Exercise data >>

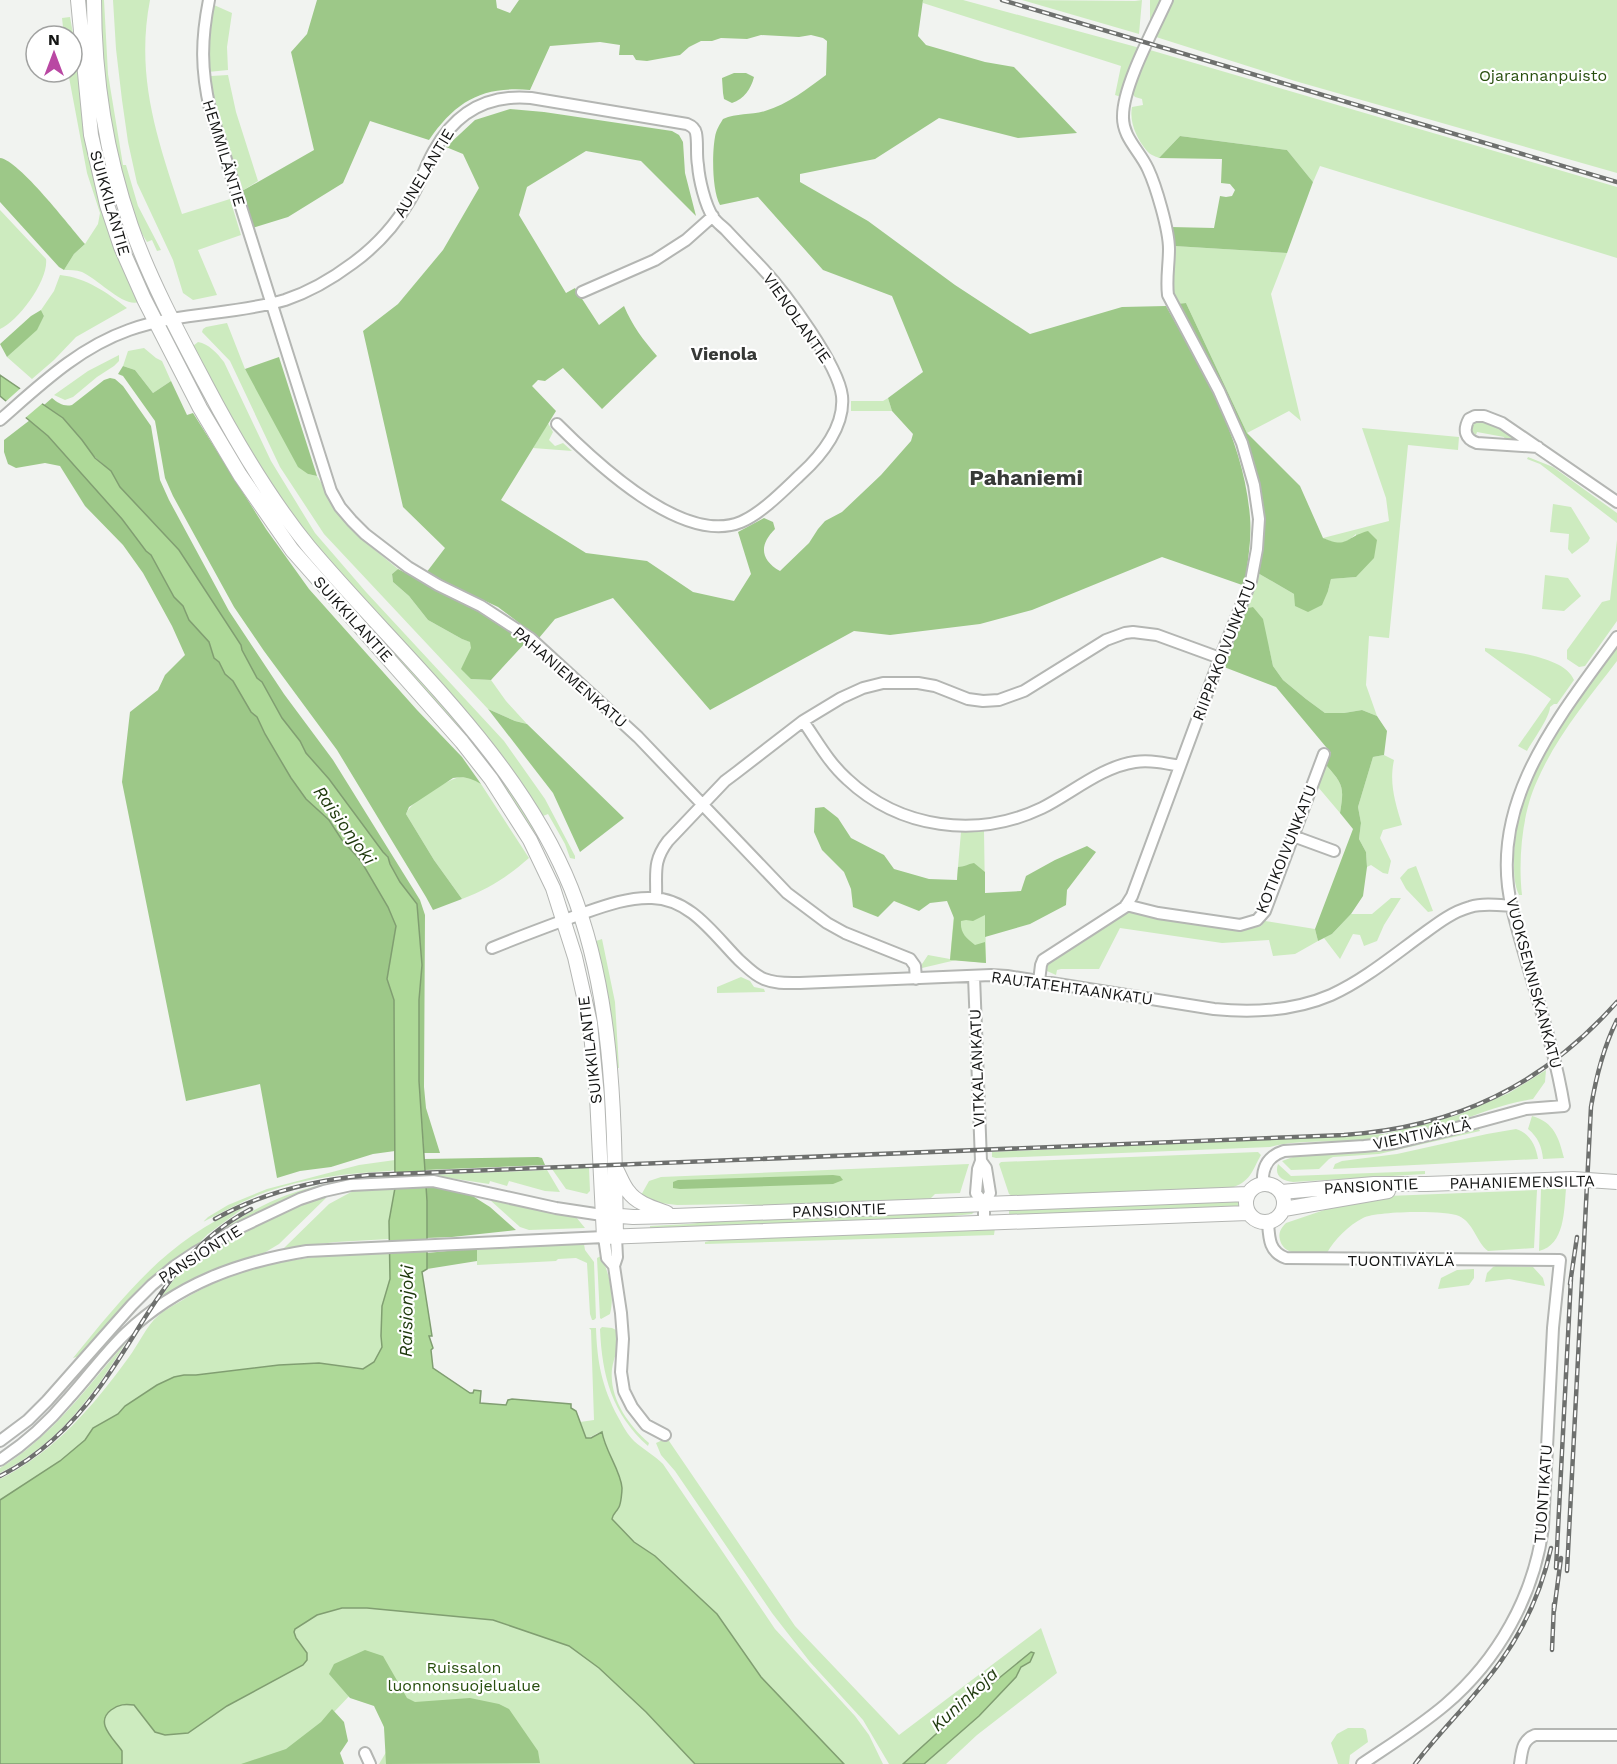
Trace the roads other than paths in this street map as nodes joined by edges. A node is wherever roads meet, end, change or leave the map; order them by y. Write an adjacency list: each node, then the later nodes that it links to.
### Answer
1 (78, 0): 10 (main road, SUIKKILANTIE)
2 (94, 0): 9 (main road, SUIKKILANTIE)
3 (209, 0): 8 (street, HEMMILÄNTIE)
4 (1167, 0): 16 (street, RIIPPAKOIVUNKATU)
5 (694, 128): 6 (street, VIENOLANTIE); 8 (street, AUNELANTIE)
6 (713, 216): 7 (street); 12 (street, VIENOLANTIE)
7 (582, 292)
8 (270, 303): 9 (street, AUNELANTIE); 20 (street, PAHANIEMENKATU)
9 (173, 319): 10 (street, AUNELANTIE); 26 (main road, SUIKKILANTIE)
10 (156, 323): 11 (street, AUNELANTIE); 27 (main road, SUIKKILANTIE)
11 (0, 420)
12 (557, 424)
13 (1538, 447): 13 (street); 14 (street)
14 (1617, 502)
15 (1617, 637): 25 (street, VUOKSENNISKANKATU)
16 (1220, 658): 17 (street); 19 (street, RIIPPAKOIVUNKATU)
17 (803, 722): 19 (street); 20 (street)
18 (1324, 754): 21 (street, KOTIKOIVUNKATU)
19 (1180, 766): 24 (street, RIIPPAKOIVUNKATU)
20 (703, 805): 23 (street); 30 (street, PAHANIEMENKATU)
21 (1293, 836): 22 (street); 24 (street, KOTIKOIVUNKATU)
22 (1334, 850)
23 (656, 898): 26 (street, RAUTATEHTAANKATU); 30 (street, RAUTATEHTAANKATU)
24 (1126, 905): 31 (street)
25 (1511, 906): 31 (street, RAUTATEHTAANKATU); 32 (street, VUOKSENNISKANKATU)
26 (580, 914): 27 (street, RAUTATEHTAANKATU); 33 (main road, SUIKKILANTIE)
27 (564, 920): 28 (street, RAUTATEHTAANKATU); 42 (main road, SUIKKILANTIE)
28 (492, 948)
29 (974, 976): 30 (street, RAUTATEHTAANKATU); 31 (street, RAUTATEHTAANKATU); 39 (street, VITKALANKATU)
30 (916, 979)
31 (1039, 981)
32 (1564, 1106): 35 (street, VIENTIVÄYLÄ)
33 (615, 1166): 42 (main road, SUIKKILANTIE); 43 (main road)
34 (1617, 1182): 36 (main road, PAHANIEMENSILTA, bridge)
35 (1263, 1183): 37 (main road); 38 (main road)
36 (1426, 1184): 37 (main road, PANSIONTIE); 40 (main road, PANSIONTIE)
37 (1281, 1192): 40 (main road)
38 (1248, 1194): 39 (main road, PANSIONTIE); 41 (main road)
39 (984, 1204): 43 (main road, PANSIONTIE); 45 (street, VITKALANKATU)
40 (1284, 1209): 44 (main road)
41 (1248, 1213): 44 (main road); 45 (main road, PANSIONTIE)
42 (609, 1215): 43 (main road, PANSIONTIE); 46 (main road, SUIKKILANTIE); 49 (street, PANSIONTIE)
43 (674, 1216)
44 (1268, 1222): 47 (street, TUONTIVÄYLÄ)
45 (984, 1223): 46 (main road, PANSIONTIE)
46 (610, 1237): 48 (street); 50 (street, PANSIONTIE)
47 (1560, 1260): 53 (street, TUONTIKATU)
48 (665, 1435)
49 (0, 1441)
50 (0, 1460)
51 (1617, 1735): 56 (street)
52 (365, 1753): 54 (street)
53 (1379, 1759): 55 (street, TUONTIKATU)
54 (370, 1764)
55 (1362, 1764)
56 (1520, 1764)

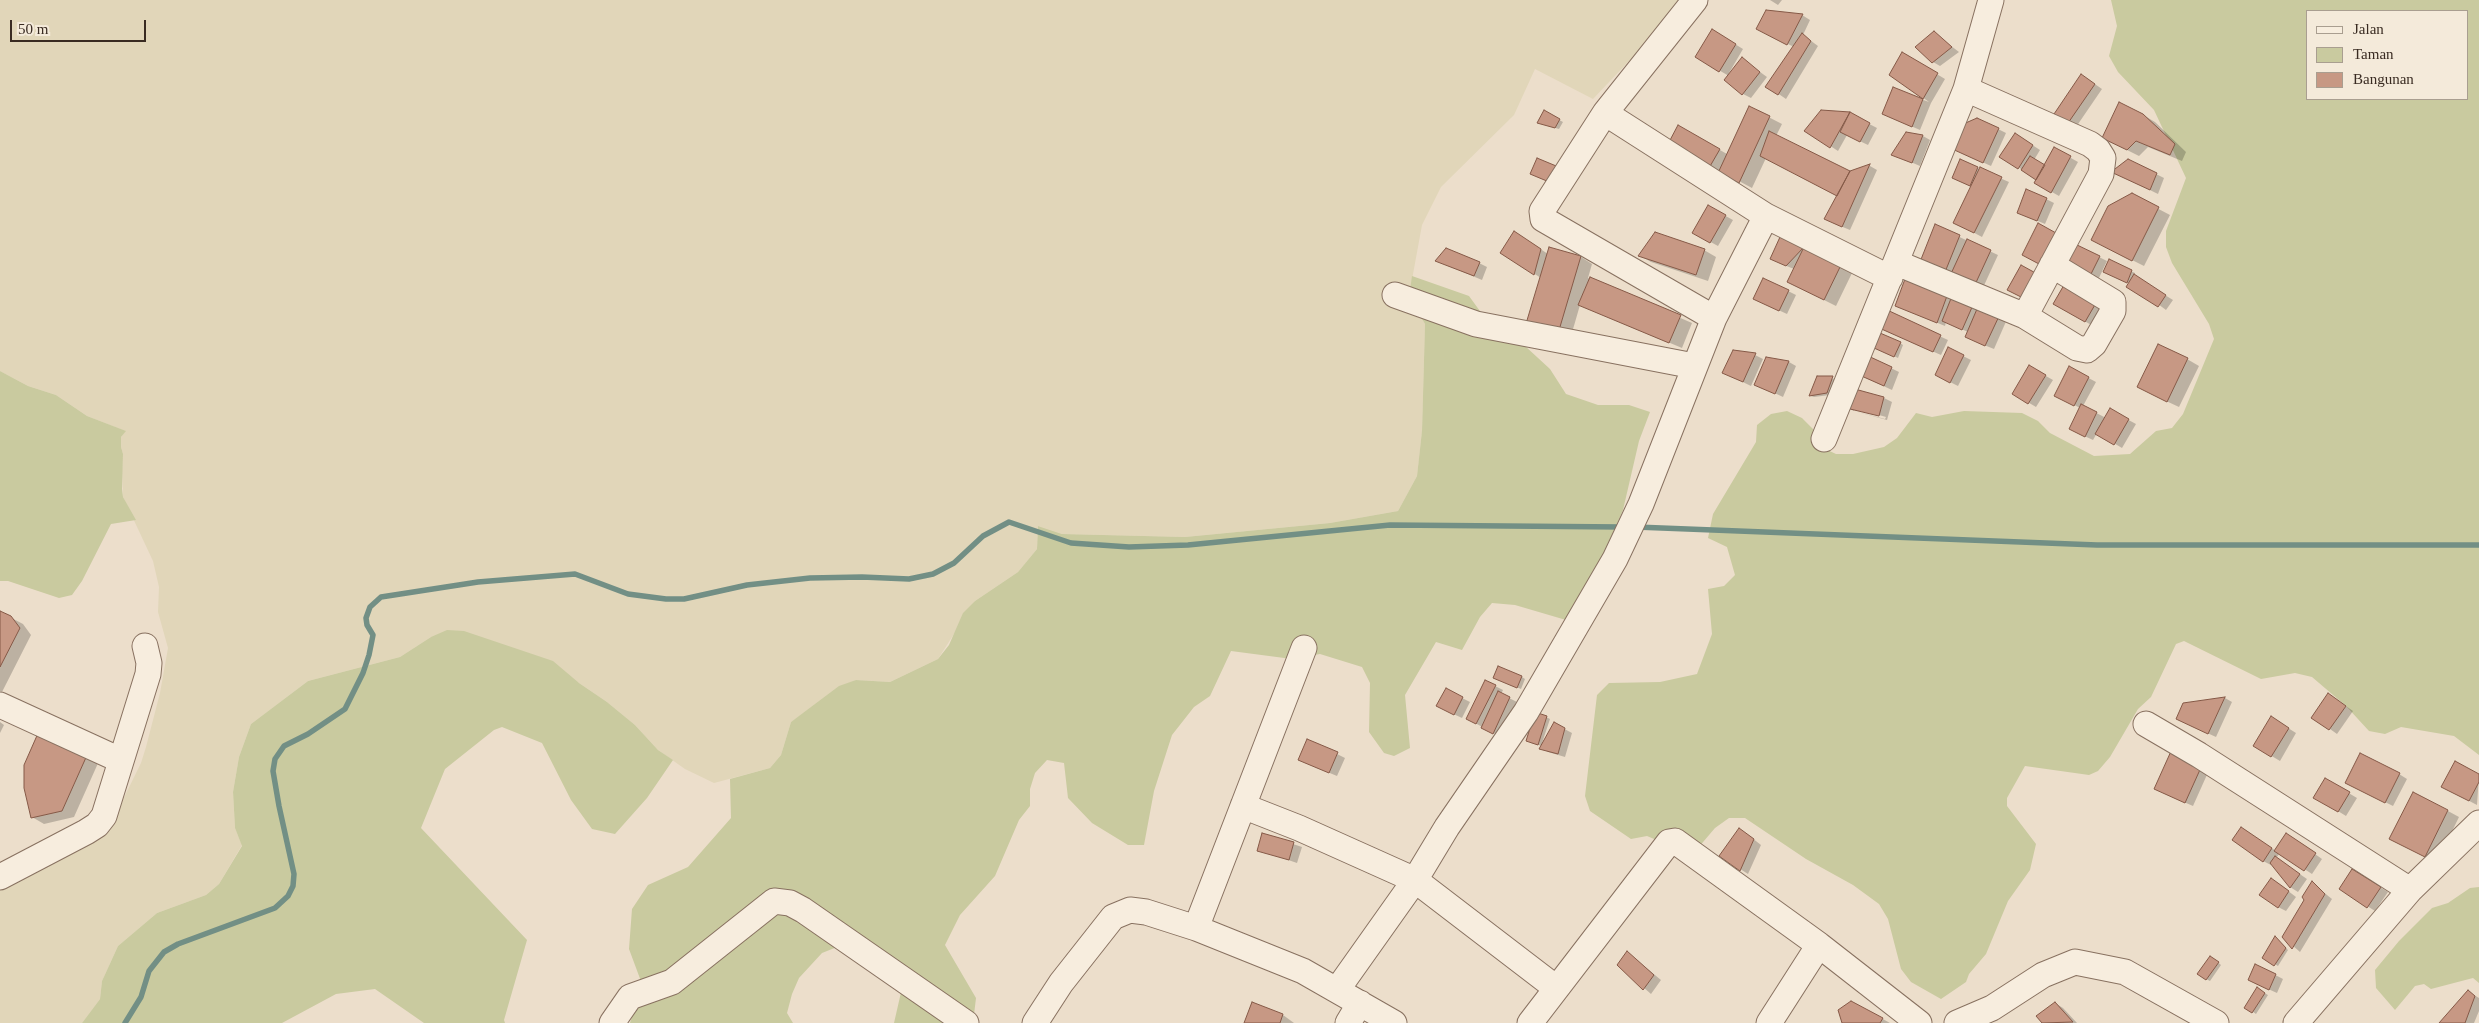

What you need to do >> Transcribe the records above exactly, leaving every picture out of the copy.

Exercise response >>
Trace the roads other than paths in this street map as nodes joined by edges. A node is wherever roads meet, end, change or leave the map; order them by y. Write an adjacency list: each node, then the later nodes that it links to.
### Answer
1 (78, 0): 10 (main road, SUIKKILANTIE)
2 (94, 0): 9 (main road, SUIKKILANTIE)
3 (209, 0): 8 (street, HEMMILÄNTIE)
4 (1167, 0): 16 (street, RIIPPAKOIVUNKATU)
5 (694, 128): 6 (street, VIENOLANTIE); 8 (street, AUNELANTIE)
6 (713, 216): 7 (street); 12 (street, VIENOLANTIE)
7 (582, 292)
8 (270, 303): 9 (street, AUNELANTIE); 20 (street, PAHANIEMENKATU)
9 (173, 319): 10 (street, AUNELANTIE); 26 (main road, SUIKKILANTIE)
10 (156, 323): 11 (street, AUNELANTIE); 27 (main road, SUIKKILANTIE)
11 (0, 420)
12 (557, 424)
13 (1538, 447): 13 (street); 14 (street)
14 (1617, 502)
15 (1617, 637): 25 (street, VUOKSENNISKANKATU)
16 (1220, 658): 17 (street); 19 (street, RIIPPAKOIVUNKATU)
17 (803, 722): 19 (street); 20 (street)
18 (1324, 754): 21 (street, KOTIKOIVUNKATU)
19 (1180, 766): 24 (street, RIIPPAKOIVUNKATU)
20 (703, 805): 23 (street); 30 (street, PAHANIEMENKATU)
21 (1293, 836): 22 (street); 24 (street, KOTIKOIVUNKATU)
22 (1334, 850)
23 (656, 898): 26 (street, RAUTATEHTAANKATU); 30 (street, RAUTATEHTAANKATU)
24 (1126, 905): 31 (street)
25 (1511, 906): 31 (street, RAUTATEHTAANKATU); 32 (street, VUOKSENNISKANKATU)
26 (580, 914): 27 (street, RAUTATEHTAANKATU); 33 (main road, SUIKKILANTIE)
27 (564, 920): 28 (street, RAUTATEHTAANKATU); 42 (main road, SUIKKILANTIE)
28 (492, 948)
29 (974, 976): 30 (street, RAUTATEHTAANKATU); 31 (street, RAUTATEHTAANKATU); 39 (street, VITKALANKATU)
30 (916, 979)
31 (1039, 981)
32 (1564, 1106): 35 (street, VIENTIVÄYLÄ)
33 (615, 1166): 42 (main road, SUIKKILANTIE); 43 (main road)
34 (1617, 1182): 36 (main road, PAHANIEMENSILTA, bridge)
35 (1263, 1183): 37 (main road); 38 (main road)
36 (1426, 1184): 37 (main road, PANSIONTIE); 40 (main road, PANSIONTIE)
37 (1281, 1192): 40 (main road)
38 (1248, 1194): 39 (main road, PANSIONTIE); 41 (main road)
39 (984, 1204): 43 (main road, PANSIONTIE); 45 (street, VITKALANKATU)
40 (1284, 1209): 44 (main road)
41 (1248, 1213): 44 (main road); 45 (main road, PANSIONTIE)
42 (609, 1215): 43 (main road, PANSIONTIE); 46 (main road, SUIKKILANTIE); 49 (street, PANSIONTIE)
43 (674, 1216)
44 (1268, 1222): 47 (street, TUONTIVÄYLÄ)
45 (984, 1223): 46 (main road, PANSIONTIE)
46 (610, 1237): 48 (street); 50 (street, PANSIONTIE)
47 (1560, 1260): 53 (street, TUONTIKATU)
48 (665, 1435)
49 (0, 1441)
50 (0, 1460)
51 (1617, 1735): 56 (street)
52 (365, 1753): 54 (street)
53 (1379, 1759): 55 (street, TUONTIKATU)
54 (370, 1764)
55 (1362, 1764)
56 (1520, 1764)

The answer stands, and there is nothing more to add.